Exercise details> Exclude the pictures and transcribe the rest of the data below exactly.

Saved data entries>

▼▼▼

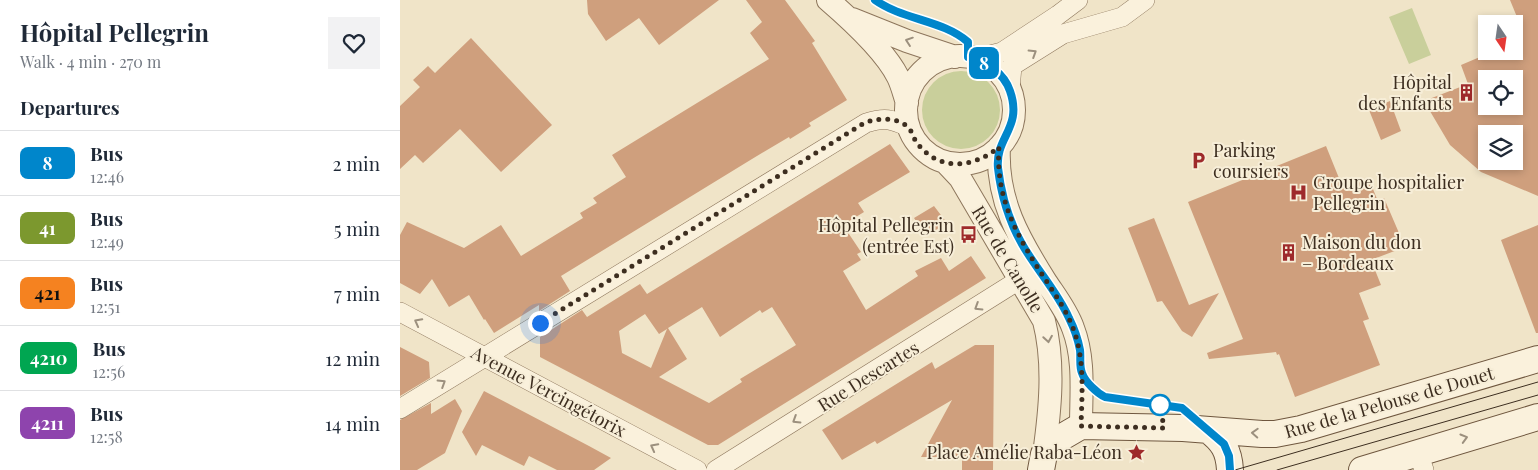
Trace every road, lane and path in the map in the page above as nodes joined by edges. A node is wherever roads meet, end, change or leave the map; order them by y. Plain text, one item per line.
1 (828, 0) edge
2 (1078, 0) edge
3 (1087, 0) edge
4 (1145, 0) edge
5 (848, 18) junction
6 (1092, 25) junction
7 (965, 58) junction
8 (1010, 90) junction
9 (906, 103) junction
10 (909, 127) junction
11 (999, 147) junction
12 (945, 162) junction
13 (1019, 280) junction
14 (400, 312) edge
15 (485, 357) junction
16 (1538, 359) edge
17 (400, 409) edge
18 (1538, 417) edge
19 (1081, 426) junction
20 (1208, 430) junction
21 (1421, 461) edge
22 (1042, 462) edge
23 (697, 470) edge
24 (716, 470) edge
25 (1230, 470) edge
26 (1362, 470) edge

1 - 5 street
2 - 7 street
3 - 6 street
4 - 6 street
7 -> 5 street
5 - 9 street
8 -> 6 street
7 - 8 street
7 - 9 street
8 - 11 street
9 - 10 street
10 - 12 street
10 - 15 street
11 - 12 street
11 - 19 street, Rue de Canolle
12 - 13 street, Rue de Canolle
13 -> 22 street, Rue de Canolle
13 -> 24 street, Rue Descartes
15 -> 14 street, Avenue Vercingétorix
17 -> 15 street
23 -> 15 street, Avenue Vercingétorix
16 -> 20 main road, Rue de la Pelouse de Douet
21 -> 18 main road
19 - 20 main road
19 - 22 main road
20 - 25 main road
21 - 26 main road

▲▲▲

Reply to the task>
Trace every road, lane and path in the map in the page above as nodes joined by edges. A node is wherever roads meet, end, change or leave the map; order them by y. Plain text, one item per line.
1 (828, 0) edge
2 (1078, 0) edge
3 (1087, 0) edge
4 (1145, 0) edge
5 (848, 18) junction
6 (1092, 25) junction
7 (965, 58) junction
8 (1010, 90) junction
9 (906, 103) junction
10 (909, 127) junction
11 (999, 147) junction
12 (945, 162) junction
13 (1019, 280) junction
14 (400, 312) edge
15 (485, 357) junction
16 (1538, 359) edge
17 (400, 409) edge
18 (1538, 417) edge
19 (1081, 426) junction
20 (1208, 430) junction
21 (1421, 461) edge
22 (1042, 462) edge
23 (697, 470) edge
24 (716, 470) edge
25 (1230, 470) edge
26 (1362, 470) edge

1 - 5 street
2 - 7 street
3 - 6 street
4 - 6 street
7 -> 5 street
5 - 9 street
8 -> 6 street
7 - 8 street
7 - 9 street
8 - 11 street
9 - 10 street
10 - 12 street
10 - 15 street
11 - 12 street
11 - 19 street, Rue de Canolle
12 - 13 street, Rue de Canolle
13 -> 22 street, Rue de Canolle
13 -> 24 street, Rue Descartes
15 -> 14 street, Avenue Vercingétorix
17 -> 15 street
23 -> 15 street, Avenue Vercingétorix
16 -> 20 main road, Rue de la Pelouse de Douet
21 -> 18 main road
19 - 20 main road
19 - 22 main road
20 - 25 main road
21 - 26 main road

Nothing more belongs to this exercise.